Ruang rapat Satuan Reskrim Polresta Tanjungpinang itu masih menimbulkan hawa pengap yang tegang. Briefing lanjutan tentang kasus pagi ini sudah hampir sepuluh menit berlalu—tepatnya jam 19.47 silam. Namun, masih ada satu reserse berwajah kusut yang duduk tercenung di sana.
Iptu Rio Ferdian mengurut pangkal hidung beberapa kali sebelum mendesah berat. Garis di bawah kedua matanya pertanda kalau dia kurang istirahat. Rentetan kasus yang terjadi dalam waktu dekat seperti tak membiarkannya mengambil napas.
Baru saja kemarin malam unitnya berhasil meringkus tersangka pembobol toko emas yang buron selama hampir seminggu. Lalu, bagaikan dihantam palu godam yang besar, sebuah kasus perampokan dengan pembunuhan datang dan menggerayapi pikirannya.
Kasus pembunuhan. Rio menyandarkan tubuh lelahnya pada kursi, menatap langit-langit. Betapa jarangnya terjadi kasus berat seperti itu di kota kecil ini. Apalagi yang tampak serius dan bagai mengandung rahasia dalam.
Dia sependapat dengan Kasatreskrim-nya. Kasus itu bukan sekadar perampokan biasa, yang si pelaku membunuh korban karena terpaksa. Rio yakin, pasti ada alasan lain yang membuat dia melakukan tindakan keji itu. Dia mengkaji kembali hasil analisis sementara dari briefing unitnya tadi, yang sudah dia rangkum di buku catatan kecil.
Berdasarkan satu-satunya CCTV di TKP, si pelaku sangat tak terlihat jelas. Dari siluetnya, dia adalah lelaki berperawakan pendek gempal, berpakaian serba gelap dengan topi. Perawakan yang bahkan tak terlihat bagian depannya dari CCTV.
Gerak-gerik pelaku tampak terencana. Dilihat dari ketiga tubuh korban yang meregang nyawa di tiga tempat berbeda, itu seperti pelaku sengaja mendatangi satu per satu dari mereka untuk membunuhnya. Kemudian, seperti ingin memberi modus operandi palsu, dia sengaja mengambil beberapa barang berharga milik korban.
Namun, di balik segala pemikiran itu, Rio tetap perlu bukti yang kuat untuk mendukung asumsinya. Pandangannya beralih ke fail lain di tangannya.
Menurut keterangan pelapor—ART korban—yang pelaku ambil bukan hanya sekadar barang berharga. Selain dua kotak penyimpanan perhiasan, dia juga mengambil tiga ponsel dan satu laptop. Tindakan yang berguna untuk mengaburkan jejak, menurut Rio.

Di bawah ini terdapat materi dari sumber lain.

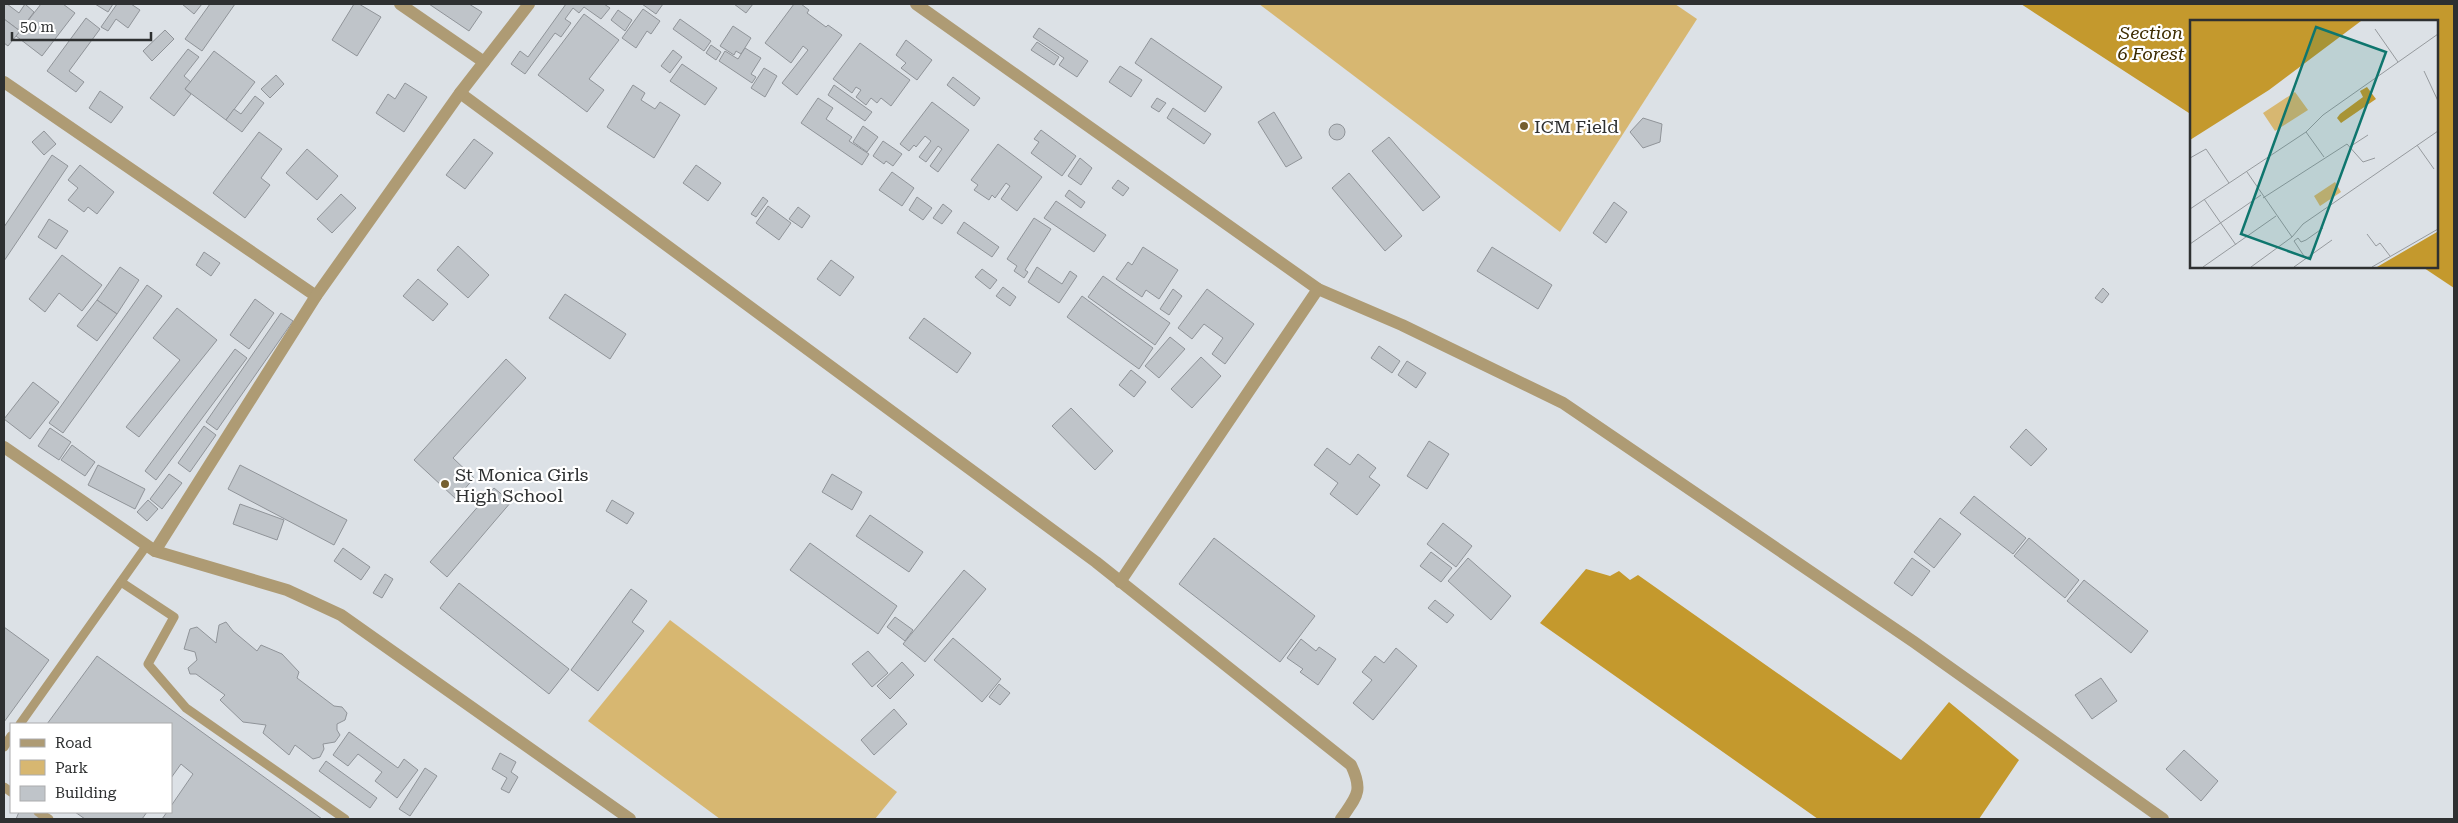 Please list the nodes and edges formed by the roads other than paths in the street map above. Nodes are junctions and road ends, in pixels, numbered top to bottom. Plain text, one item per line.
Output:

Dari semua itu, yang menjadi tanda tanya paling besar adalah fakta bahwa si pelaku hanya terlihat di CCTV saat keluar dari rumah korban, sementara akses masuknya belum diketahui. Asumsi sementara, pelaku masuk lewat jendela. Namun, sampai kini, hal itu belum bisa dibuktikan karena semua jendela rumah itu terkunci rapat dari dalam.
Jejak yang tertinggal di TKP pun minim. Tidak ada tanda-tanda kerusakan di semua pintu dan jendela rumah. Tidak ditemukan pula jejak kaki pelaku di sekitar TKP—baik di teras, halaman rumah, hingga gang tanah di sisi kiri rumah, di luar pagar—begitu pun dengan jejak roda ban mobil atau motor.
Masuk dari mana dia? Rio mengernyit. Pelaku jelas merencanakan aksinya matang-matang. Sistematis dan penuh perhitungan. Dia paling benci kasus yang seperti ini.
Ponsel yang bergetar menghentikan pemirikannya. Ada panggilan masuk. Dia melirik tulisan di layar sekilas: Violeta Sabrina, sebelum mengusap layar itu untuk menjawabnya.
“Halo. Kenapa, Vi?”
“Rio, kau harus ke sini sekarang! Ini penting.” Suara Vio dari balik sana terdengar serak dan tergesa-gesa.
“Tenang dulu, Vi, tenang. Ada apa di sana? Dan di mana sana itu?”
Terdengar helaan napas berat. “Sebentar.”